Já o deputado do movimento independente de Rui Moreira Nuno Caiano sublinhou que seria "até uma irresponsabilidade" estar a impor um regime alimentar quando os resultados dos estudos ainda não são conclusivos.

Na proposta, o PAN alertou para os problemas de saúde associados ao consumo regular de carne e para os impactos ambientais do seu consumo intensivo, razão pela qual quer posicionar o Porto "na vanguarda da sustentabilidade, da diminuição da pegada ecológica e das preocupações com o bem-estar animal".

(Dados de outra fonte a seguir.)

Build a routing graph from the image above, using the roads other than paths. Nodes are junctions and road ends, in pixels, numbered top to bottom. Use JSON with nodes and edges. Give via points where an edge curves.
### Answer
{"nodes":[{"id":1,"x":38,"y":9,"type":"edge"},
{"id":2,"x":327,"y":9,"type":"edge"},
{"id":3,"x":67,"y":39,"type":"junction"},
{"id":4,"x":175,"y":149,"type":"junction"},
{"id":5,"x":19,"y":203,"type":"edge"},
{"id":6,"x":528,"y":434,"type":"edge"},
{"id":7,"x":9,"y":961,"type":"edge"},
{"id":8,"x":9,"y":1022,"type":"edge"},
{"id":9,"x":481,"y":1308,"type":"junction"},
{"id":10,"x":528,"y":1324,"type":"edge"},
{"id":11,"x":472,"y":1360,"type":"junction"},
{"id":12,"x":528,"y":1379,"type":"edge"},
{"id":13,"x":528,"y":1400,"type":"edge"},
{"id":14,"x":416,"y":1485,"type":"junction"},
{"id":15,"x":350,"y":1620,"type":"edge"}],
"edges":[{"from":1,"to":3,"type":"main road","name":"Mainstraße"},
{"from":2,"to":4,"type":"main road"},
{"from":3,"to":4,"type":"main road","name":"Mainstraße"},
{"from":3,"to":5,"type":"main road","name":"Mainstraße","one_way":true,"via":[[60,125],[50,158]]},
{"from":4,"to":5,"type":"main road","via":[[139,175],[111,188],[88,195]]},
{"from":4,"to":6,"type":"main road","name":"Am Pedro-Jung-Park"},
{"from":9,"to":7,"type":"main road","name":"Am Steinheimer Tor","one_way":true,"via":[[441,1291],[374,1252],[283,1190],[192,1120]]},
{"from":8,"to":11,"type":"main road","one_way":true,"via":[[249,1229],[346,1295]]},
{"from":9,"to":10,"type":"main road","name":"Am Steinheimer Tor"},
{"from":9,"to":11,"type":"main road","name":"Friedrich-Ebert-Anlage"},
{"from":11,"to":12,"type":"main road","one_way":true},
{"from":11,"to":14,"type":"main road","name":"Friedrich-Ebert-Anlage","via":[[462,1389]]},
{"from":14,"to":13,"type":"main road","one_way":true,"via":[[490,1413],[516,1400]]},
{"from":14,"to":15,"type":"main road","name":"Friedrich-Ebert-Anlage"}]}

A recomendação vai ser também apresentada pelo grupo municipal do PAN na Assembleia Municipal de Lisboa, no dia 18 de junho.

Segundo o PAN, as recomendações para Lisboa e Porto visam, "essencialmente, desenvolver uma estratégia para se declarar as cidades veg-friendly".

Na mesma sessão, o PAN apresentou ainda uma outra proposta, também rejeitada, que propunha à autarquia ponderar o apoio e a adesão à Rede de Cidades Arco Íris (Rainbow Cities Network ), uma rede internacional de cidades interessadas na defesa dos direitos da comunidade Lésbica, Gay, Bissexual, Trans e Intersexo (LGBTI), que tem por base a partilha de boas práticas, métodos e abordagens para lutar contra a discriminação de pessoas LGBTI, podendo qualquer cidade europeia com uma política ativa nesta área aderir.

A proposta foi rejeitada pelos grupos municipais do PSD e pelo movimento Rui Moreira: Porto, o Nosso Partido por entenderem que o Porto é uma cidade inclusiva, mas que não deve "promover interesses de determinados grupos".

Já o Bloco de Esquerda votou ao lado do PS que sublinhou, através do deputado Braga de Carvalho, que direitos como o da adoção, por exemplo, só recentemente foram consagrados pela lei.